People with hepatitis B core-related antigen (HBcrAg) in their blood are nearly three times more likely to experience hepatitis B virus (HBV) recurrence when undergoing immunosuppressive therapy than those who do not, according to a study published in the American Journal of Gastroenterology.

This finding suggests that HBcrAg can be used as a new biomarker to identify patients at high risk, and who may benefit from antiviral therapy. The study is titled “Association of Hepatitis B Core-Related Antigen With Hepatitis B Virus Reactivation in Occult Viral Carriers Undergoing High-Risk Immunosuppressive Therapy.”

A research team from the Department of Medicine at Queen Mary Hospital at The University of Hong Kong monitored the level of HBcrAg in the blood of 124 Asian patients every four weeks for up to two years.

Half of the patients were undergoing chemotherapy containing the immunosuppressive drug Rituxan (rituximab), while the other half were undergoing allogeneic hematopoietic stem cell transplantation (HSCT).

The patients did not have HBV surface antigen but had anti-HBV core antigen antibodies in their blood, meaning they did not have an active HBV infection but had past contact with the virus.

Researchers saw that HBV recurred in 31 patients.
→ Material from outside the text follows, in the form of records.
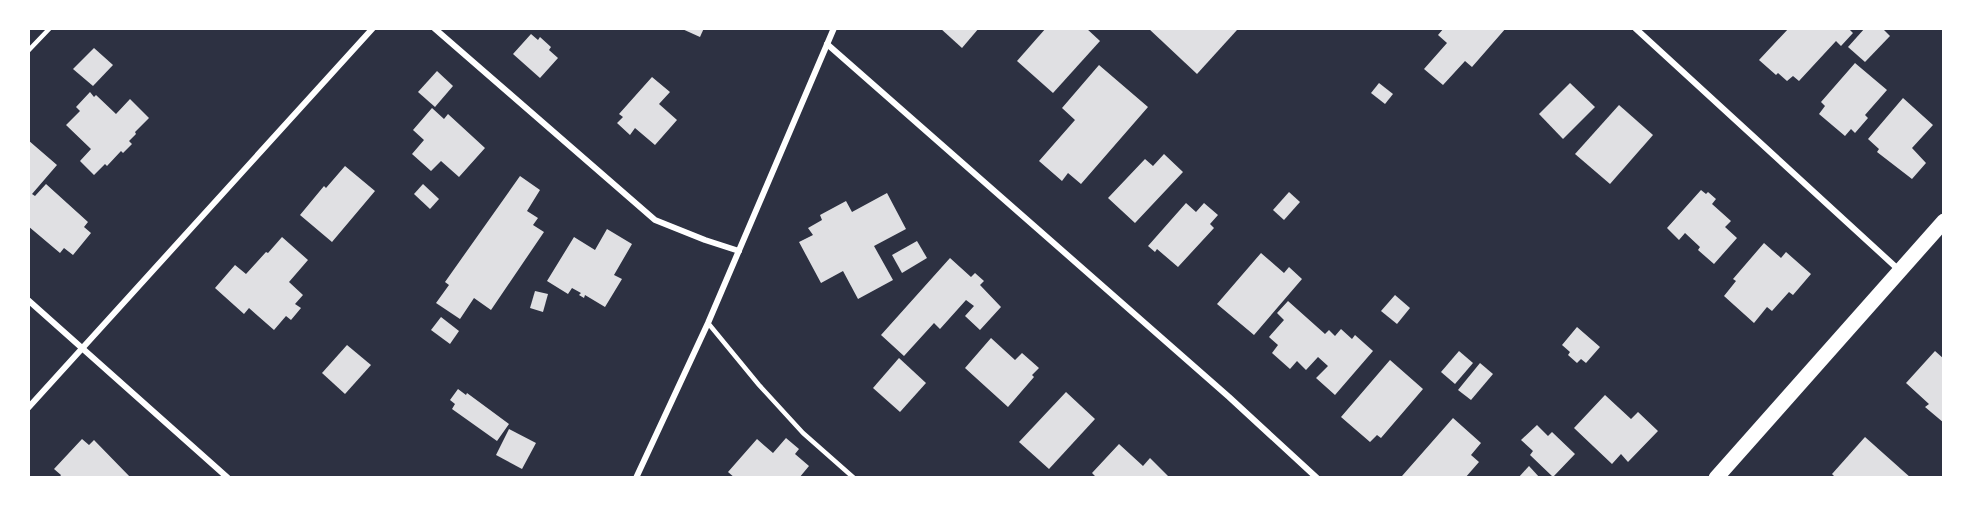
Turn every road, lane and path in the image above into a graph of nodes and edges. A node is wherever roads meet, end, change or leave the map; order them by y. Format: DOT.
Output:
graph roads {
  1 [pos="50,28"];
  2 [pos="373,28"];
  3 [pos="434,28"];
  4 [pos="834,28"];
  5 [pos="1635,28"];
  6 [pos="827,44"];
  7 [pos="28,51"];
  8 [pos="1944,221"];
  9 [pos="739,251"];
  10 [pos="1900,270"];
  11 [pos="28,300"];
  12 [pos="708,323"];
  13 [pos="82,348"];
  14 [pos="28,408"];
  15 [pos="228,477"];
  16 [pos="636,477"];
  17 [pos="854,477"];
  18 [pos="1317,477"];
  19 [pos="1716,477"];
  1 -- 7 [label="lane"];
  2 -- 13 [label="street"];
  3 -- 9 [label="street"];
  4 -- 6 [label="street"];
  5 -- 10 [label="street"];
  6 -- 9 [label="street"];
  6 -- 18 [label="street"];
  8 -- 10 [label="main road"];
  9 -- 12 [label="street"];
  10 -- 19 [label="main road"];
  11 -- 13 [label="street"];
  12 -- 16 [label="street"];
  12 -- 17 [label="lane"];
  13 -- 14 [label="street"];
  13 -- 15 [label="street"];
}
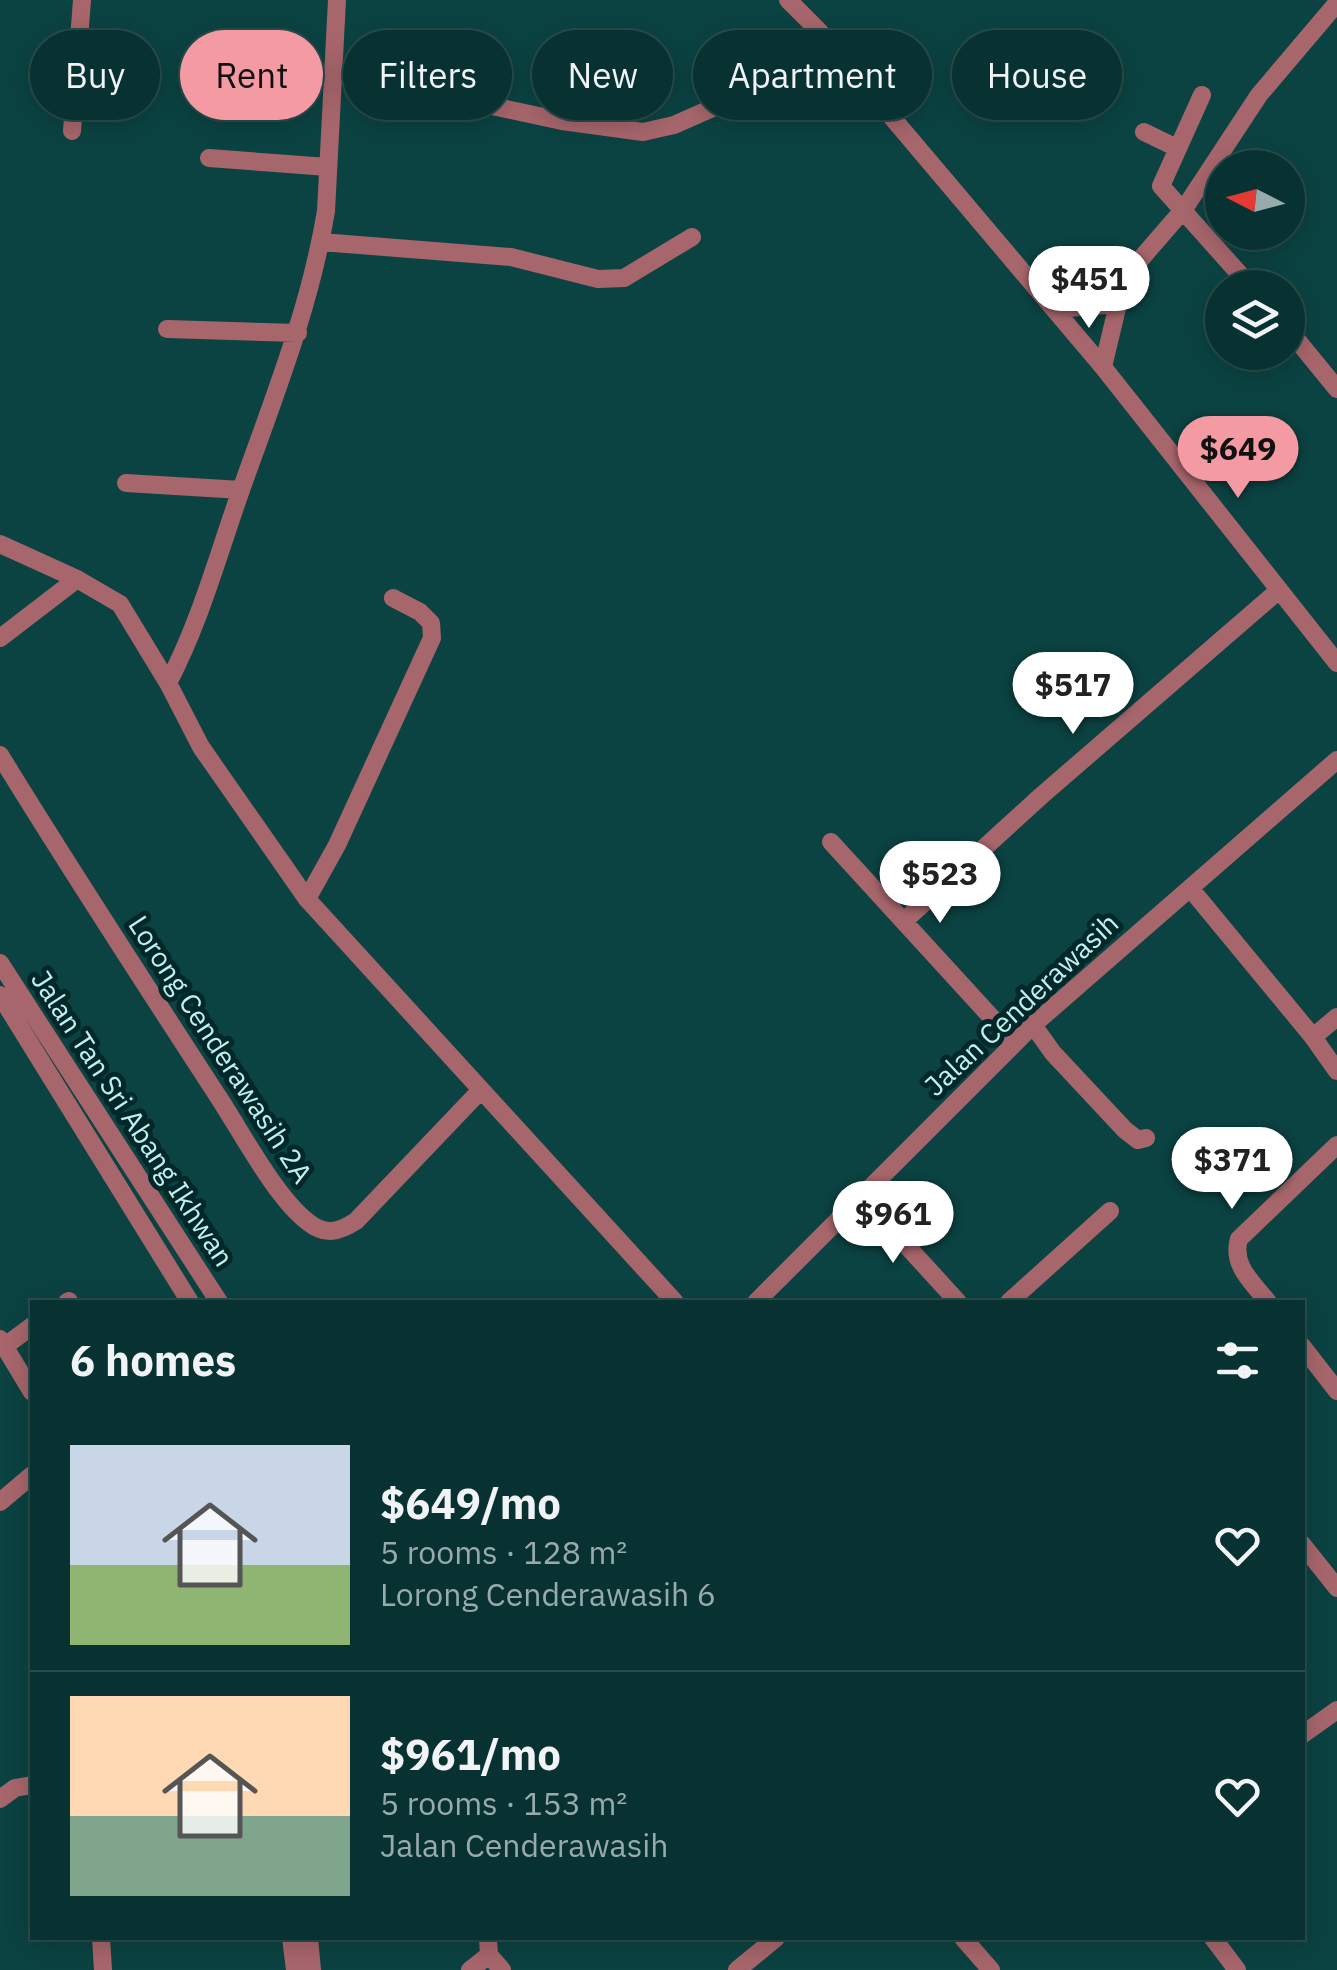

The rate of reactivation of the virus was more than 40% in two years for both groups. Serum HBcrAg was detected in 43 patients among the groups. Those who were positive for HBcrAg before the start of the treatment were almost three times more likely to experience HBV recurrence than those who were HBcrAg negative.

In some regions of East Asia, up to 68% of people have been exposed to HBV in their lifetime, which puts them at high risk of HBV recurrence during immunosuppressive therapy. The ability to identify patients most at risk for HBV could help clinicians define better therapeutic approaches for each case.

“HBcrAg-positive patients, given their higher risk of HBV reactivation, might be suitable candidates for prophylactic (preventative) antiviral therapy, while HBcrAg-negative patients, given their relatively lower risk, might be more suitable for routine monitoring,” said Wai-Kay Seto, the first author of the study, in a press release. “This risk stratification would optimize the management and monitoring of patients undergoing high-risk immunosuppressive therapy in HBV-endemic regions.”